#### [Exercise prompt]
Reproduction without pictures: print every entry precisely as written.

#### [Source records]
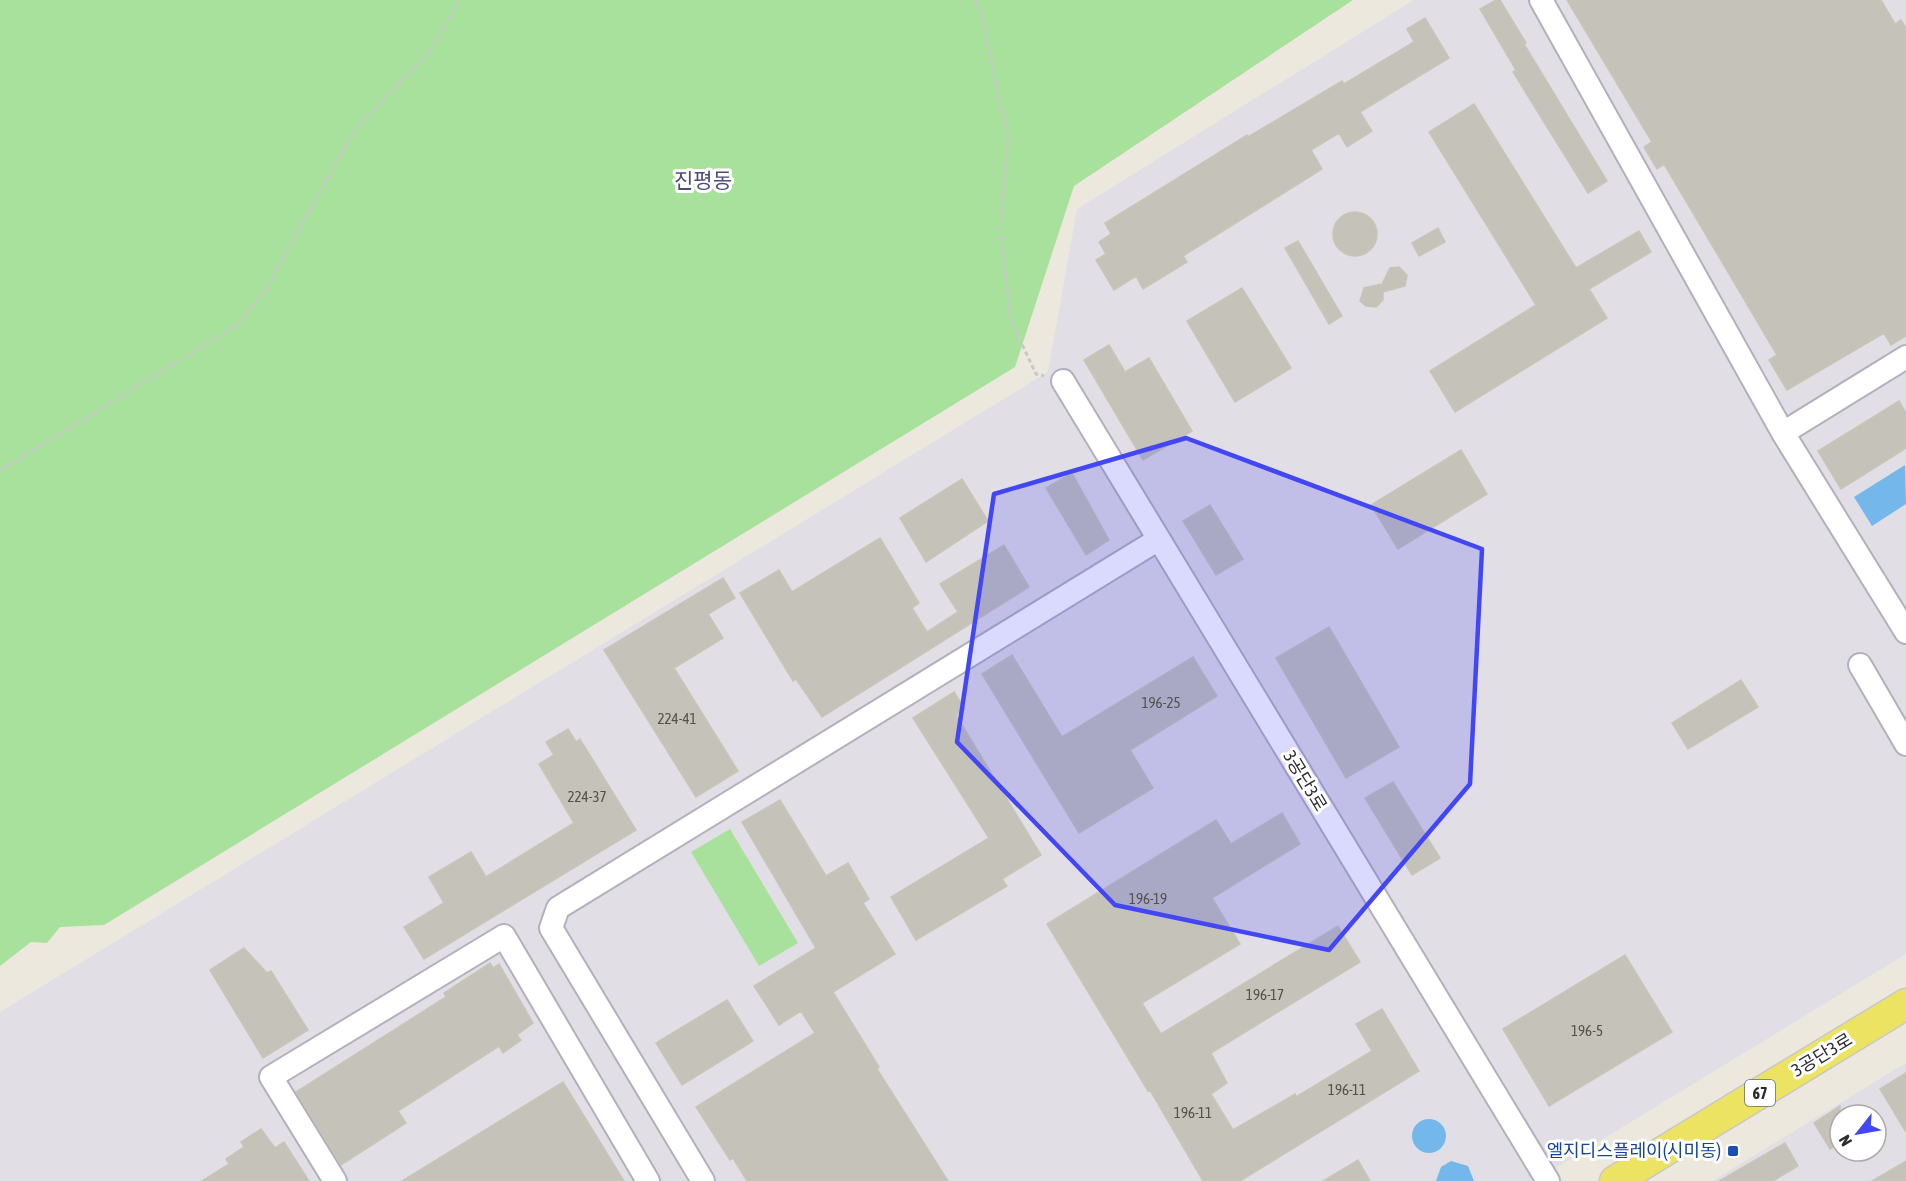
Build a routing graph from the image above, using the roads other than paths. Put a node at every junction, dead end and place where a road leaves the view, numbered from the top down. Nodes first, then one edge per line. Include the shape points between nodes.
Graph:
1 (1541, 0) edge
2 (1906, 357) edge
3 (1063, 381) road end
4 (1783, 433) junction
5 (1159, 539) junction
6 (1906, 632) edge
7 (1860, 665) dead end
8 (1906, 744) edge
9 (1906, 1004) edge
10 (335, 1181) edge
11 (648, 1181) edge
12 (703, 1181) edge
13 (1548, 1181) edge
14 (1615, 1181) edge

1 - 4 street
2 - 4 street
3 - 5 street, 3공단3로
4 - 6 street
5 - 12 street via 558,908 551,928
5 - 13 street, 3공단3로
7 - 8 street
9 - 14 main road, 3공단3로 / 67
10 - 11 street via 271,1077 504,936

#### [Answer space]
Build a routing graph from the image above, using the roads other than paths. Put a node at every junction, dead end and place where a road leaves the view, numbered from the top down. Nodes first, then one edge per line. Include the shape points between nodes.
Graph:
1 (1541, 0) edge
2 (1906, 357) edge
3 (1063, 381) road end
4 (1783, 433) junction
5 (1159, 539) junction
6 (1906, 632) edge
7 (1860, 665) dead end
8 (1906, 744) edge
9 (1906, 1004) edge
10 (335, 1181) edge
11 (648, 1181) edge
12 (703, 1181) edge
13 (1548, 1181) edge
14 (1615, 1181) edge

1 - 4 street
2 - 4 street
3 - 5 street, 3공단3로
4 - 6 street
5 - 12 street via 558,908 551,928
5 - 13 street, 3공단3로
7 - 8 street
9 - 14 main road, 3공단3로 / 67
10 - 11 street via 271,1077 504,936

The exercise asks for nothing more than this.